• **EXERCISE AIM**
Search the listing for "dead" and copy every line where it appears.
+++ INFORMATION
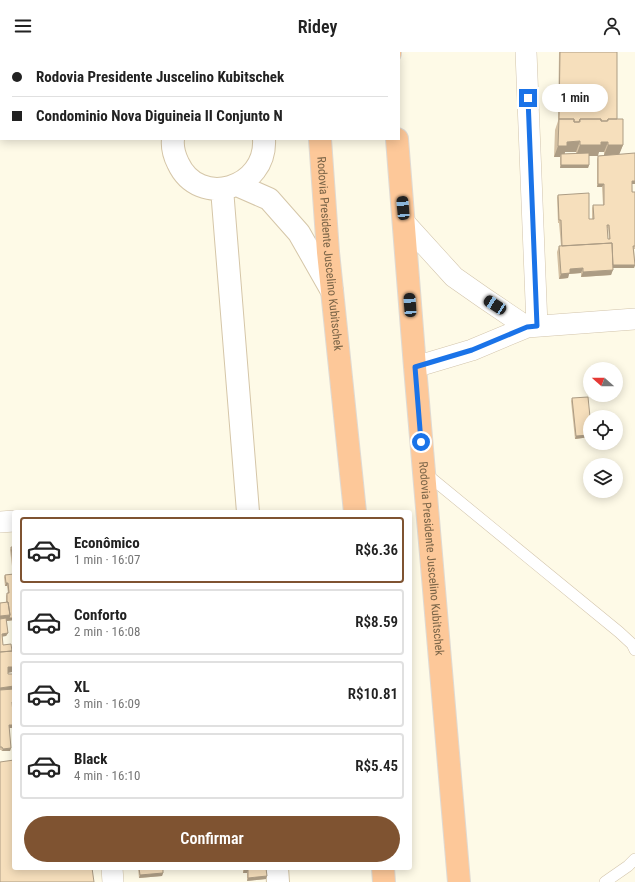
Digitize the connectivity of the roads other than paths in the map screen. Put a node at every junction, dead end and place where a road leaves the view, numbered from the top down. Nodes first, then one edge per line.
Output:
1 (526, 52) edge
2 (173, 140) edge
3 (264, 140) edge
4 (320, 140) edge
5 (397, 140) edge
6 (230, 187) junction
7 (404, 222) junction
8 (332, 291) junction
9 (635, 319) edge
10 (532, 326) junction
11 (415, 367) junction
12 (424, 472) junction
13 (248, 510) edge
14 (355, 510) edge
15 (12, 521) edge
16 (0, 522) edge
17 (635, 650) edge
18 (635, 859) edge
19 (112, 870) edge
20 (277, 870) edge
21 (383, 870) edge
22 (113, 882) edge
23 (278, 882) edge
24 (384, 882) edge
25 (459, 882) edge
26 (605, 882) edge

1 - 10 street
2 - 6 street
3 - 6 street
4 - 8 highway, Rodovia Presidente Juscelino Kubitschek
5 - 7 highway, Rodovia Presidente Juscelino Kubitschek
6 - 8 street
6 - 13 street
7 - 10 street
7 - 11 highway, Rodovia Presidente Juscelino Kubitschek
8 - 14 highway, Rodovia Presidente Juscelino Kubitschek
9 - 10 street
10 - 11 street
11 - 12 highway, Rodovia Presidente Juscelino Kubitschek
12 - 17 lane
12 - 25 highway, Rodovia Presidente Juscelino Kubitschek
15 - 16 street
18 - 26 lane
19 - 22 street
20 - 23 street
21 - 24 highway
++++++
+++ INFORMATION
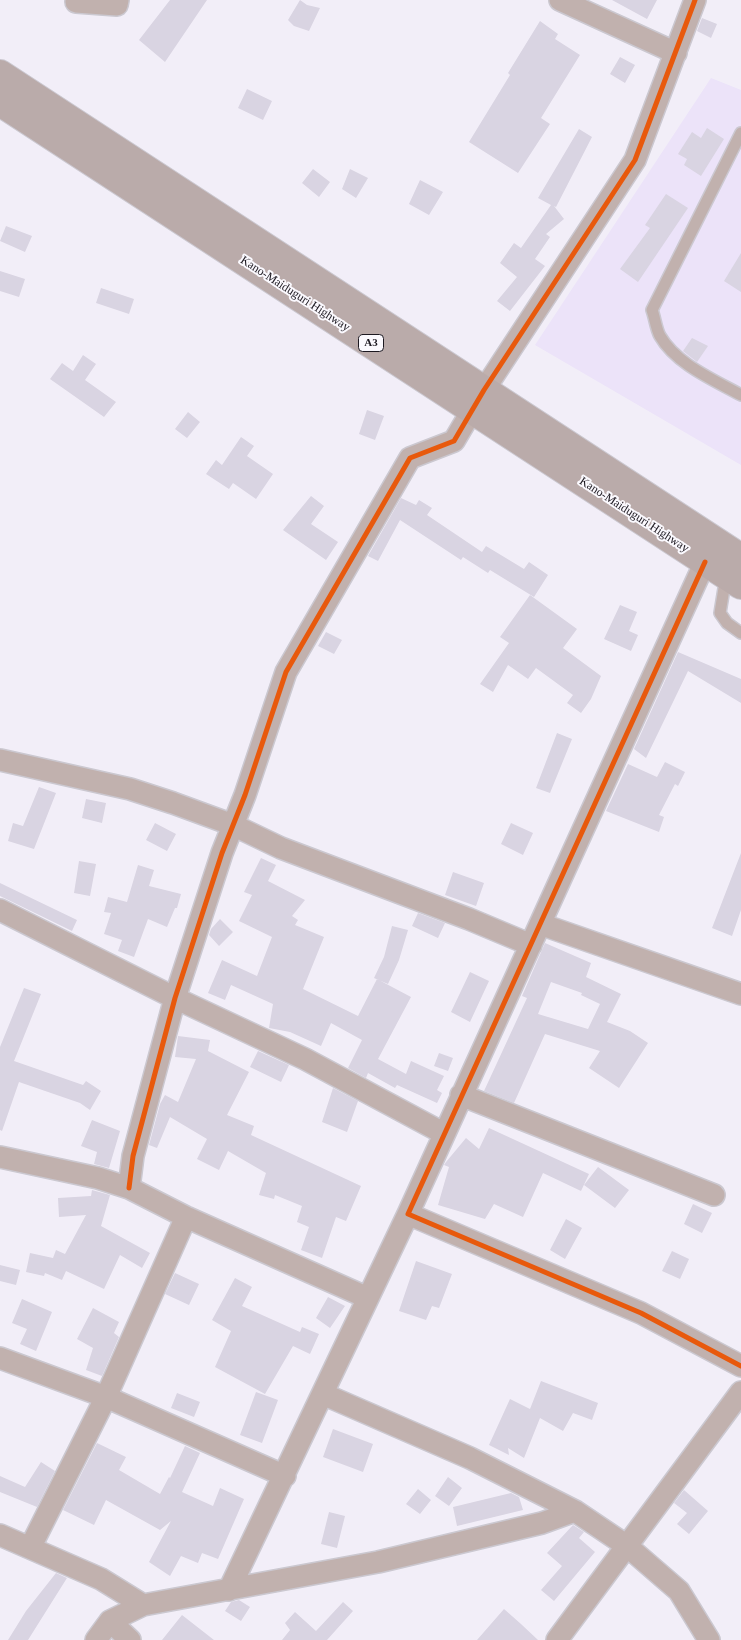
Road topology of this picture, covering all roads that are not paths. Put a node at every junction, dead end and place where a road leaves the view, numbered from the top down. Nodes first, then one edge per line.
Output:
++++++
• **EXERCISE ANSWER**
Digitize the connectivity of the roads other than paths in the map screen. Put a node at every junction, dead end and place where a road leaves the view, numbered from the top down. Nodes first, then one edge per line.
Road topology of this picture, covering all roads that are not paths. Put a node at every junction, dead end and place where a road leaves the view, numbered from the top down. Nodes first, then one edge per line.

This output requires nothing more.